La donna conosceva bene quel sentiero, lo aveva percorso molte volte, anche di notte. Nei pressi di una radura a circa 20 metri di distanza intravide tra i cespugli un oggetto appuntito. Avvicinandosi notò che era fusiforme ed era incastrato nel terreno in posizione verticale.
“Era alto circa due metri e largo, al centro, circa un metro e venti centimetri, di colore marrone opaco. Nella parte centrale si notavano, opposti l’uno all’altro, due finestrini a forma di oblò e, in mezzo a questi, ricavato nel “cono” inferiore, uno sportello di “vetro” chiuso. Una specie di doppio cono, alto oltre due metri e largo circa un metro nel mezzo […] L’esterno dell’oggetto brillava come fosse metallo ben lucidato. Nella parte bassa del cono c’era un portello aperto di vetro, e all’interno si potevano vedere due piccoli sedili, piccoli come quelli usati dai bambini. Nella parte centrale più larga del fuso, c’era una specie di vetro rotondeggiante, stondato che seguiva la forma rotonda della misteriosa macchina.” (da La Nazione Italiana, 2 novembre 1954).
“Come due campane unite insieme alla loro base.” (dal cinegiornale La Settimana Incom, n° 24 anno XV.) “L’oggetto era molto ingrossato al centro e appuntito alle estremità. Sembrava ricoperto di cuoio.” (da Il Giornale del mattino, 2 novembre 1954) “Dai cespugli uscirono improvvisamente due esseri dalle fattezze umanoidi ma alti soltanto un metro. Quasi come uomini, ma delle dimensioni di bambini. Indossavano una tuta grigia aderente con bottoni lucenti, una corta mantellina sulle spalle, un casco apparentemente di cuoio che copriva, con due dischetti, anche le orecchie e un nastro di cuoio intorno alla fronte. Avevano degli occhi magnifici, pieni di intelligenza. I loro nasi avevano una forma normale, le loro bocche come quelle degli uomini ma le labbra superiori erano leggermente curvate al centro, in modo che anche quando non stavano ridendo si vedevano i loro denti. Avevano denti come i nostri, larghi, denti forti, ma corti (come fossero stati limati) e piuttosto in fuori come quelli dei conigli.”
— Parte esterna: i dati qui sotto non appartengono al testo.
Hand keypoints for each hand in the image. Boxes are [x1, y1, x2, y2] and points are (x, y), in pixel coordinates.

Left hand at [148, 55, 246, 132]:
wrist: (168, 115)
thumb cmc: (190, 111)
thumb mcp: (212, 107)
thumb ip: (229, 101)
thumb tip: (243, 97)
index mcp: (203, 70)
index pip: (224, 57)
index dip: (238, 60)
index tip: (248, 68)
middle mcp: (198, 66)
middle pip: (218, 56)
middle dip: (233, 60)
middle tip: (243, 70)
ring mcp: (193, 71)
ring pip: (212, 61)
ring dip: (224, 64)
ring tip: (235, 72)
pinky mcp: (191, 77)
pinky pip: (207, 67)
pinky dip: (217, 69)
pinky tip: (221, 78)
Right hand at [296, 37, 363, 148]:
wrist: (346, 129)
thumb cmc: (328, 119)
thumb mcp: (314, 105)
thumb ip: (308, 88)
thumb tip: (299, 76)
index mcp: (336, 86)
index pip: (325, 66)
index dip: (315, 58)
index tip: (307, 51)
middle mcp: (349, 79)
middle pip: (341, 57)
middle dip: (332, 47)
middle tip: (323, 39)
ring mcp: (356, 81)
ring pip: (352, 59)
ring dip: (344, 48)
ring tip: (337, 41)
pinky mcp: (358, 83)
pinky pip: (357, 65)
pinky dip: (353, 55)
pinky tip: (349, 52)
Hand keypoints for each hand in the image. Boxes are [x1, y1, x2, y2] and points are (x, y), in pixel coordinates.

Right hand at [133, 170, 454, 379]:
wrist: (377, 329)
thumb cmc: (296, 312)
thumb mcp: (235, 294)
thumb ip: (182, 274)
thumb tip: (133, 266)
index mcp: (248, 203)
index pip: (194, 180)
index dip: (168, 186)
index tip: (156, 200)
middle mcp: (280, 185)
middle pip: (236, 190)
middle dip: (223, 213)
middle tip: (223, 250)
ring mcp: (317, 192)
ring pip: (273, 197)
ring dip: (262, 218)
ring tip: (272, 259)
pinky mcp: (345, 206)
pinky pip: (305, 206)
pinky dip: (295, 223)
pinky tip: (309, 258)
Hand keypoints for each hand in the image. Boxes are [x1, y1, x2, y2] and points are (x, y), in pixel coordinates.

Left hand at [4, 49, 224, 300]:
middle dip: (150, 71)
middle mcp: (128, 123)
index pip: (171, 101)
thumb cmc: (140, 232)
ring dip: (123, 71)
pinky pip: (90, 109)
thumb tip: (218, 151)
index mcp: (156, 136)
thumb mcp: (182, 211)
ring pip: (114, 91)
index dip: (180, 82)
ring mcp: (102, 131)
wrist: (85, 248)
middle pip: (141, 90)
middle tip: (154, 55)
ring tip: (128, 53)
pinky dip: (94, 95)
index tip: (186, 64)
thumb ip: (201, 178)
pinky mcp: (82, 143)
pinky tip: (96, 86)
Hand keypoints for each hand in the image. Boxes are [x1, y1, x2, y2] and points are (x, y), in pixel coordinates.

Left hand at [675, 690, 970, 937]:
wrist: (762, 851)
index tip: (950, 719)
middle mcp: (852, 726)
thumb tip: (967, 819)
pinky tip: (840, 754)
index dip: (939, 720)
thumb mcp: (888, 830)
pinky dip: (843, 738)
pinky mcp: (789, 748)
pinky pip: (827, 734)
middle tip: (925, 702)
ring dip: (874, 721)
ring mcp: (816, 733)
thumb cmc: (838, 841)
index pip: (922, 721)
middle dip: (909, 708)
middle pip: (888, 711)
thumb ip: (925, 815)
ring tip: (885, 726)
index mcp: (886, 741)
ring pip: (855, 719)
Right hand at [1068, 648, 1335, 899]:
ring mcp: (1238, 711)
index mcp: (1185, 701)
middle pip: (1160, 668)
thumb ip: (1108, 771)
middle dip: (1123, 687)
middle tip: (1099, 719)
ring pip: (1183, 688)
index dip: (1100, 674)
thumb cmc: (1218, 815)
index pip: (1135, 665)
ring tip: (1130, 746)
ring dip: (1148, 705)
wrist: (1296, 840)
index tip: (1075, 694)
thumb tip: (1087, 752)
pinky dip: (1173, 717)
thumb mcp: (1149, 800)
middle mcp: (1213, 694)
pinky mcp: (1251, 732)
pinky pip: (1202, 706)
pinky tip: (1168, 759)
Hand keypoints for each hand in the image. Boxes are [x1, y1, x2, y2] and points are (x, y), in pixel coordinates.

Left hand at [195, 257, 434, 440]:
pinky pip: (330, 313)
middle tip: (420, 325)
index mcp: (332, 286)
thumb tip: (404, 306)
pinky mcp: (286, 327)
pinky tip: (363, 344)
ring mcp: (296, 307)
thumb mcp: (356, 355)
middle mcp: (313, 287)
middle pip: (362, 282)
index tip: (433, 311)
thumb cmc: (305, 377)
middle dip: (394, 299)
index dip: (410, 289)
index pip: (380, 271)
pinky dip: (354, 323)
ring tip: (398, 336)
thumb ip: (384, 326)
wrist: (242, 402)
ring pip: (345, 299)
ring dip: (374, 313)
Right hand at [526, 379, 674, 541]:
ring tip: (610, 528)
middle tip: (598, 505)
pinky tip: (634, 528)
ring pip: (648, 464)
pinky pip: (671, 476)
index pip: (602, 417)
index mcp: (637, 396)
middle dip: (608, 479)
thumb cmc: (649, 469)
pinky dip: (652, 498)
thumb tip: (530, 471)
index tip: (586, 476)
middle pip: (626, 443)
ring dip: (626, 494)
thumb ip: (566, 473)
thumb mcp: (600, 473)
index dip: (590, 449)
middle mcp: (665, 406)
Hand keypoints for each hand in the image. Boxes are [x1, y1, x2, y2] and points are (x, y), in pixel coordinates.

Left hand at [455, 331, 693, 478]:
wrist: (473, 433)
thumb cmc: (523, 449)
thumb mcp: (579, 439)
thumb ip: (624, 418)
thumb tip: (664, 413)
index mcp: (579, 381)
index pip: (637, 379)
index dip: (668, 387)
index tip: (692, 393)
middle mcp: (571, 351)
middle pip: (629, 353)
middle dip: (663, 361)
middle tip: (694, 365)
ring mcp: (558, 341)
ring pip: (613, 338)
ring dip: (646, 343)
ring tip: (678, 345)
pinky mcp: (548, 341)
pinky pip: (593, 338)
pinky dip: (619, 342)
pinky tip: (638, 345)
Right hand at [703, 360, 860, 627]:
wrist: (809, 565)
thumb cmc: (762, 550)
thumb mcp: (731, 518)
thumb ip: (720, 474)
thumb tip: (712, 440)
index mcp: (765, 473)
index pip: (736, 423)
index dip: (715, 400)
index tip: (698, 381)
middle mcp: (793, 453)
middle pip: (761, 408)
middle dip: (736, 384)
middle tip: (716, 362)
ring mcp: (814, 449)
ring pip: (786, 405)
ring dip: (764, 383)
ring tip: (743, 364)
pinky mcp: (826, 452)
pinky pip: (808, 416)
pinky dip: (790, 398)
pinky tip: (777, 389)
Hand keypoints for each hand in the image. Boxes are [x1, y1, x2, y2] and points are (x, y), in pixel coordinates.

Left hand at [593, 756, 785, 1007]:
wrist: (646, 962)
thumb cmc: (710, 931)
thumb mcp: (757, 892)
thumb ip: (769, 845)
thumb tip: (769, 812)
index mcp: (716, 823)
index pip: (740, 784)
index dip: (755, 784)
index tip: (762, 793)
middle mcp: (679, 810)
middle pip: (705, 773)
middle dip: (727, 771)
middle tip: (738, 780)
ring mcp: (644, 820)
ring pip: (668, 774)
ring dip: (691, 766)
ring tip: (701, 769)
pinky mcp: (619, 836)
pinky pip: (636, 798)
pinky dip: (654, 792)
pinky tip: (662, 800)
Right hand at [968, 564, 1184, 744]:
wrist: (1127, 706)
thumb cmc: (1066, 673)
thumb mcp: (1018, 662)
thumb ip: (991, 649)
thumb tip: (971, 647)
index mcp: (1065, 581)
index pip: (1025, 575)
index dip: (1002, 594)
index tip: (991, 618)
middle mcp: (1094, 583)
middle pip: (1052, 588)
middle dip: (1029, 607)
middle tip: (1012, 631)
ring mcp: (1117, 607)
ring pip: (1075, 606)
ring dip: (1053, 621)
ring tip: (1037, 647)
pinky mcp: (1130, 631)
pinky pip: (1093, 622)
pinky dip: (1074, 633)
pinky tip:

I due esseri le presero i fiori e una calza che riposero nell’ordigno fusiforme. Da come gesticolavano e dal tono della voce non sembravano minacciosi, ma amichevoli. Parlavano una lingua descritta come simile al cinese, ripetevano “liu, lai, loi, lau, loi, lai, liu“). La signora protestò per riavere indietro le sue cose ma i due esseri le restituirono solo una parte dei fiori tenendosene cinque. Con una calza legarono il mazzo dei fiori restanti e lo posero nell’ordigno. Uno dei due prese dall’interno dell’oggetto fusiforme uno strumento cilindrico marrone e lo puntò verso la signora “dando l’impressione di scattare delle fotografie“. Spaventata la donna si allontanò nel bosco senza però essere inseguita. Dopo il racconto dell’avvenimento i carabinieri ispezionarono il luogo e trovarono una buca, presumibilmente creata dalla punta dell’oggetto infilata nel terreno.
Ampelio Torzini, allora un bambino di sei anni, in occasione di un tema scolastico rivelò di aver assistito insieme al fratello di nove anni, Marcello, al colloquio tra la donna e i due esseri non identificati mentre erano a pascolare i maiali nella radura. Non è sicuro se i due fratelli potessero essere considerati testimoni oculari attendibili o se il racconto fosse solo frutto della fantasia dei due.
Il racconto della donna fu accompagnato da diverse testimonianze di avvistamenti di oggetti volanti non identificati che coincidono per collocazione temporale. Le notizie sono riportate dai quotidiani toscani Il Giornale del Mattino e La Nazione tra il 2 e il 5 novembre. In totale si contano 24 testimoni di avvistamenti di “dischi diurni”: Alle 6:30 circa un operaio di S. Leolino, mentre era a caccia, vide un corpo luminoso scendere di quota fino ad atterrare nella zona in cui avvenne l’incontro tra la donna e i due esseri non identificati. Sempre verso le 6:30 il floricoltore Andrea Livi e il figlio Vittorio percorrendo il tratto stradale Bucine/Ambra osservarono “un ordigno conico di colore rosso, luminoso, e delle dimensioni di circa due metri, che sembrò innalzarsi da Ambra ed attraversare la zona emettendo fiammelle e lasciando dietro di sé‚ una scia di volute bluastre come di fumo“.
Un muratore di venticinque anni, Romualdo Berti, avvistò un “razzo luminoso che si alzava in verticale dal bosco di Ambra, sprigionando fiammelle bluastre dalla coda. L’oggetto si diresse verso sud, da Cennina verso Badia a Ruoti“. Passate le 7:00 Luigi Dini, impiegato alla Corte d’appello di Firenze, assieme alla figlia, vide “una strana cosa volante” proveniente dal Falterona e diretta verso Arezzo (verso sud).
Il meccanico Marcello Pistocchi, percorrendo in motocicletta il tratto che da Mercatale porta a Bucine, avvistò nel cielo “un ordigno sferico che volava orizzontalmente e che emanava una luce così forte da illuminare a giorno il terreno sottostante“. La luce proveniva da un faro al centro dell’oggetto e da altri due ai lati. Emanava una scia di colore rosso-blu. Gridando, Pistocchi attirò l’attenzione di Giuliano Colcelli e sua sorella Tosca che, affacciatisi alla finestra della loro casa, videro l’oggetto mentre si allontanava. Lo descrissero come “una specie di uovo rossastro“.
Al fenomeno assistettero anche Gino Pianigini, Luigi Bianchi e don Nerio Rossi (da Cennina). Le evoluzioni dell’oggetto furono descritte anche da Ottorino Santarelli, Otello Buriasi e Angiolino Brogi (da Pietraviva), che descrissero l’oggetto come un “globo celeste” che volava in direzione di S. Lucia e, secondo Santarelli, “emetteva strani lampi fra il celeste e il rosso“. Secondo La Nazione altre nove persone avvistarono un oggetto volante luminoso nella zona di Bucine.